*TASK DETAILS*. Copy each record below without changing a single word.
◆ ◆ ◆ ◆
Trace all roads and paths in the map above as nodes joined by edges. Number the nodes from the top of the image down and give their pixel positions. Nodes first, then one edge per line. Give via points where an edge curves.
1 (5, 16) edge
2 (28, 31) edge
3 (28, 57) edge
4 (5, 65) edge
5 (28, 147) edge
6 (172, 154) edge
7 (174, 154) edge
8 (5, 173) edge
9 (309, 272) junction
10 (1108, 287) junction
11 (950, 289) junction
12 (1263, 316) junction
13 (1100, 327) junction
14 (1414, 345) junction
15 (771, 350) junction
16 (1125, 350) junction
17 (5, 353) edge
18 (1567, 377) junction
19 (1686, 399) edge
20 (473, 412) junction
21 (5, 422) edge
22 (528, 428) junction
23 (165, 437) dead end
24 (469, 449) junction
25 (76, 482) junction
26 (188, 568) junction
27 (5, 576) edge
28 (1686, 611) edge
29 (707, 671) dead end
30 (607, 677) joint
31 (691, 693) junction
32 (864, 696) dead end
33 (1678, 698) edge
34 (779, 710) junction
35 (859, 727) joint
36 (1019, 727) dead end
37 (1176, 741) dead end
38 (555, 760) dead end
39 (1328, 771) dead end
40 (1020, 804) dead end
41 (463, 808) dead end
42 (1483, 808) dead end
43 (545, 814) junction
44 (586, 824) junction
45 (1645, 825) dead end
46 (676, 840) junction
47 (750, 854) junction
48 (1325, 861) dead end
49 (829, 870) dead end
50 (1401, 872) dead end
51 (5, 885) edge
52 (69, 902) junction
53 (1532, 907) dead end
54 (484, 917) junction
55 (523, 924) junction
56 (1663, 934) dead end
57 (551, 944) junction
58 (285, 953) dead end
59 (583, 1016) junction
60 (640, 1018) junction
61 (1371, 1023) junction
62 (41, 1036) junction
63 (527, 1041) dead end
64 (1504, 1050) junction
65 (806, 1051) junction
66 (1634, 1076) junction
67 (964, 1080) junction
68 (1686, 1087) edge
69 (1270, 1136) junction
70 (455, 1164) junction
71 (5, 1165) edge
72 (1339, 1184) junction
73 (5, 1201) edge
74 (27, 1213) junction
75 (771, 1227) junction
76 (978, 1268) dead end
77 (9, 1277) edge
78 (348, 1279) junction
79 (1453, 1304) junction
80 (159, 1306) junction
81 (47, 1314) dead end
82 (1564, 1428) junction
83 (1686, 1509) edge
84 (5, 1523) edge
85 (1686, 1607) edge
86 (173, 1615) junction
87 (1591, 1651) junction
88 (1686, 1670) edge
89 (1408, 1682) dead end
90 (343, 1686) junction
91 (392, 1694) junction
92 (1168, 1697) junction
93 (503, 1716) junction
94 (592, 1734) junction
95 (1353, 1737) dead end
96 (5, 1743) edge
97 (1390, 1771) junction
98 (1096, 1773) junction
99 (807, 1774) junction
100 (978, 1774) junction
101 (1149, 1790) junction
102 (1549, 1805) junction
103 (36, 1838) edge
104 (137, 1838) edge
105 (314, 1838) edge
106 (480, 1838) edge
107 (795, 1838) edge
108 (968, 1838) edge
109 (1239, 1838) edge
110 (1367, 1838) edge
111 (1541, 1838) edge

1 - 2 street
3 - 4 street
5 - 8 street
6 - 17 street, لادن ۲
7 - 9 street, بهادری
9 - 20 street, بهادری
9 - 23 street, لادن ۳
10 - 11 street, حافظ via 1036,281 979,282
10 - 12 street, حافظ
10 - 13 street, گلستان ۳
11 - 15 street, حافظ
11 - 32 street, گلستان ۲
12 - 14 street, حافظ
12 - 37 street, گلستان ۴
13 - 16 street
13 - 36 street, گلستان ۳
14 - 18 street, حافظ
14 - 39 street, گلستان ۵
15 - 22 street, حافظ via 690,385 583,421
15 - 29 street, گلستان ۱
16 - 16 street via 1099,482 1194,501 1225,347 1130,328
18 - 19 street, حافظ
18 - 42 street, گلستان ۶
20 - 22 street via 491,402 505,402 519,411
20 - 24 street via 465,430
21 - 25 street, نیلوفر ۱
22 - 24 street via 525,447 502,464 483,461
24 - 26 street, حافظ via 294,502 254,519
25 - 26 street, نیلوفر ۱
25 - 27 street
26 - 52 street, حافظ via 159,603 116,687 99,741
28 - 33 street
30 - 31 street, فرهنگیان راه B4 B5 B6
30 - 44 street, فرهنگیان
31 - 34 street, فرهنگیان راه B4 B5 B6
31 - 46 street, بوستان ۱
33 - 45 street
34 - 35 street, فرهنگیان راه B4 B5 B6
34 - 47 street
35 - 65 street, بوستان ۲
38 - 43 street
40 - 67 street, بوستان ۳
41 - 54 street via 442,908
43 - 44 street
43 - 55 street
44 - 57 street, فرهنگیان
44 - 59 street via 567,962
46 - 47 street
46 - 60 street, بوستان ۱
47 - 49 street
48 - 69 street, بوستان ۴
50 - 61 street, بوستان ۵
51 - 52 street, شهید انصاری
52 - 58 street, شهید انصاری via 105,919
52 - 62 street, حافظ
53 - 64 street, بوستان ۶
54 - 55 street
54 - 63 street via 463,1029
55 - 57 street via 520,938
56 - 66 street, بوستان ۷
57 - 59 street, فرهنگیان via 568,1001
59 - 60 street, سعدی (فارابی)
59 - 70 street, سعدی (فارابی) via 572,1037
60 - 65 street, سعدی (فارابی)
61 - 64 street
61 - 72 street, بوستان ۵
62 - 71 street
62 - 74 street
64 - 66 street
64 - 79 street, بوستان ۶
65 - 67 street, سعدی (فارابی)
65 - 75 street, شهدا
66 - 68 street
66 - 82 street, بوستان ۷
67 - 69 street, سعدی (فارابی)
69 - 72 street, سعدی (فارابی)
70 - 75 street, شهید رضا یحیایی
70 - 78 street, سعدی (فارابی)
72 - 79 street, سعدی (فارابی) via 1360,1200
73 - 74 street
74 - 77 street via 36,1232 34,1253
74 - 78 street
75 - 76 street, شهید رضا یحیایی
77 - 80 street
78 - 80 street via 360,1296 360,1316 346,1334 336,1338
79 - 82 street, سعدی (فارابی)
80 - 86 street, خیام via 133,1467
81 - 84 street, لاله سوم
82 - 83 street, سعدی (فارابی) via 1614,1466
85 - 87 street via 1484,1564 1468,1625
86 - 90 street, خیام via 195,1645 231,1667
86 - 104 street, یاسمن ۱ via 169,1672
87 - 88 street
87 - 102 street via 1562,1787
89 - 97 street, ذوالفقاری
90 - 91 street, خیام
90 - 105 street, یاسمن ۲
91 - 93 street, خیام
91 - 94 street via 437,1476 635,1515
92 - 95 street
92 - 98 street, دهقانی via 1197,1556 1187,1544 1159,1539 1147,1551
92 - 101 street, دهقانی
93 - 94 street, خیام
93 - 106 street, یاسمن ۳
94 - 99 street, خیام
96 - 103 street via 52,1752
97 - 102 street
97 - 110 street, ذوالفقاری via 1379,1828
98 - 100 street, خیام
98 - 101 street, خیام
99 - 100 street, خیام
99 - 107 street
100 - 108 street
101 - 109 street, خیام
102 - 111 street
◆ ◆ ◆ ◆
*ANSWER BOX*.
Trace all roads and paths in the map above as nodes joined by edges. Number the nodes from the top of the image down and give their pixel positions. Nodes first, then one edge per line. Give via points where an edge curves.
1 (5, 16) edge
2 (28, 31) edge
3 (28, 57) edge
4 (5, 65) edge
5 (28, 147) edge
6 (172, 154) edge
7 (174, 154) edge
8 (5, 173) edge
9 (309, 272) junction
10 (1108, 287) junction
11 (950, 289) junction
12 (1263, 316) junction
13 (1100, 327) junction
14 (1414, 345) junction
15 (771, 350) junction
16 (1125, 350) junction
17 (5, 353) edge
18 (1567, 377) junction
19 (1686, 399) edge
20 (473, 412) junction
21 (5, 422) edge
22 (528, 428) junction
23 (165, 437) dead end
24 (469, 449) junction
25 (76, 482) junction
26 (188, 568) junction
27 (5, 576) edge
28 (1686, 611) edge
29 (707, 671) dead end
30 (607, 677) joint
31 (691, 693) junction
32 (864, 696) dead end
33 (1678, 698) edge
34 (779, 710) junction
35 (859, 727) joint
36 (1019, 727) dead end
37 (1176, 741) dead end
38 (555, 760) dead end
39 (1328, 771) dead end
40 (1020, 804) dead end
41 (463, 808) dead end
42 (1483, 808) dead end
43 (545, 814) junction
44 (586, 824) junction
45 (1645, 825) dead end
46 (676, 840) junction
47 (750, 854) junction
48 (1325, 861) dead end
49 (829, 870) dead end
50 (1401, 872) dead end
51 (5, 885) edge
52 (69, 902) junction
53 (1532, 907) dead end
54 (484, 917) junction
55 (523, 924) junction
56 (1663, 934) dead end
57 (551, 944) junction
58 (285, 953) dead end
59 (583, 1016) junction
60 (640, 1018) junction
61 (1371, 1023) junction
62 (41, 1036) junction
63 (527, 1041) dead end
64 (1504, 1050) junction
65 (806, 1051) junction
66 (1634, 1076) junction
67 (964, 1080) junction
68 (1686, 1087) edge
69 (1270, 1136) junction
70 (455, 1164) junction
71 (5, 1165) edge
72 (1339, 1184) junction
73 (5, 1201) edge
74 (27, 1213) junction
75 (771, 1227) junction
76 (978, 1268) dead end
77 (9, 1277) edge
78 (348, 1279) junction
79 (1453, 1304) junction
80 (159, 1306) junction
81 (47, 1314) dead end
82 (1564, 1428) junction
83 (1686, 1509) edge
84 (5, 1523) edge
85 (1686, 1607) edge
86 (173, 1615) junction
87 (1591, 1651) junction
88 (1686, 1670) edge
89 (1408, 1682) dead end
90 (343, 1686) junction
91 (392, 1694) junction
92 (1168, 1697) junction
93 (503, 1716) junction
94 (592, 1734) junction
95 (1353, 1737) dead end
96 (5, 1743) edge
97 (1390, 1771) junction
98 (1096, 1773) junction
99 (807, 1774) junction
100 (978, 1774) junction
101 (1149, 1790) junction
102 (1549, 1805) junction
103 (36, 1838) edge
104 (137, 1838) edge
105 (314, 1838) edge
106 (480, 1838) edge
107 (795, 1838) edge
108 (968, 1838) edge
109 (1239, 1838) edge
110 (1367, 1838) edge
111 (1541, 1838) edge

1 - 2 street
3 - 4 street
5 - 8 street
6 - 17 street, لادن ۲
7 - 9 street, بهادری
9 - 20 street, بهادری
9 - 23 street, لادن ۳
10 - 11 street, حافظ via 1036,281 979,282
10 - 12 street, حافظ
10 - 13 street, گلستان ۳
11 - 15 street, حافظ
11 - 32 street, گلستان ۲
12 - 14 street, حافظ
12 - 37 street, گلستان ۴
13 - 16 street
13 - 36 street, گلستان ۳
14 - 18 street, حافظ
14 - 39 street, گلستان ۵
15 - 22 street, حافظ via 690,385 583,421
15 - 29 street, گلستان ۱
16 - 16 street via 1099,482 1194,501 1225,347 1130,328
18 - 19 street, حافظ
18 - 42 street, گلستان ۶
20 - 22 street via 491,402 505,402 519,411
20 - 24 street via 465,430
21 - 25 street, نیلوفر ۱
22 - 24 street via 525,447 502,464 483,461
24 - 26 street, حافظ via 294,502 254,519
25 - 26 street, نیلوفر ۱
25 - 27 street
26 - 52 street, حافظ via 159,603 116,687 99,741
28 - 33 street
30 - 31 street, فرهنگیان راه B4 B5 B6
30 - 44 street, فرهنگیان
31 - 34 street, فرهنگیان راه B4 B5 B6
31 - 46 street, بوستان ۱
33 - 45 street
34 - 35 street, فرهنگیان راه B4 B5 B6
34 - 47 street
35 - 65 street, بوستان ۲
38 - 43 street
40 - 67 street, بوستان ۳
41 - 54 street via 442,908
43 - 44 street
43 - 55 street
44 - 57 street, فرهنگیان
44 - 59 street via 567,962
46 - 47 street
46 - 60 street, بوستان ۱
47 - 49 street
48 - 69 street, بوستان ۴
50 - 61 street, بوستان ۵
51 - 52 street, شهید انصاری
52 - 58 street, شهید انصاری via 105,919
52 - 62 street, حافظ
53 - 64 street, بوستان ۶
54 - 55 street
54 - 63 street via 463,1029
55 - 57 street via 520,938
56 - 66 street, بوستان ۷
57 - 59 street, فرهنگیان via 568,1001
59 - 60 street, سعدی (فارابی)
59 - 70 street, سعدی (فارابی) via 572,1037
60 - 65 street, سعدی (فارابی)
61 - 64 street
61 - 72 street, بوستان ۵
62 - 71 street
62 - 74 street
64 - 66 street
64 - 79 street, بوستان ۶
65 - 67 street, سعدی (فارابی)
65 - 75 street, شهدا
66 - 68 street
66 - 82 street, بوستان ۷
67 - 69 street, سعدی (فارابی)
69 - 72 street, سعدی (فارابی)
70 - 75 street, شهید رضا یحیایی
70 - 78 street, سعدی (فارابی)
72 - 79 street, سعدی (فارابی) via 1360,1200
73 - 74 street
74 - 77 street via 36,1232 34,1253
74 - 78 street
75 - 76 street, شهید رضا یحیایی
77 - 80 street
78 - 80 street via 360,1296 360,1316 346,1334 336,1338
79 - 82 street, سعدی (فارابی)
80 - 86 street, خیام via 133,1467
81 - 84 street, لاله سوم
82 - 83 street, سعدی (فارابی) via 1614,1466
85 - 87 street via 1484,1564 1468,1625
86 - 90 street, خیام via 195,1645 231,1667
86 - 104 street, یاسمن ۱ via 169,1672
87 - 88 street
87 - 102 street via 1562,1787
89 - 97 street, ذوالفقاری
90 - 91 street, خیام
90 - 105 street, یاسمن ۲
91 - 93 street, خیام
91 - 94 street via 437,1476 635,1515
92 - 95 street
92 - 98 street, دهقانی via 1197,1556 1187,1544 1159,1539 1147,1551
92 - 101 street, دهقانی
93 - 94 street, خیام
93 - 106 street, یاسمن ۳
94 - 99 street, خیام
96 - 103 street via 52,1752
97 - 102 street
97 - 110 street, ذوالفقاری via 1379,1828
98 - 100 street, خیام
98 - 101 street, خیام
99 - 100 street, خیام
99 - 107 street
100 - 108 street
101 - 109 street, خیام
102 - 111 street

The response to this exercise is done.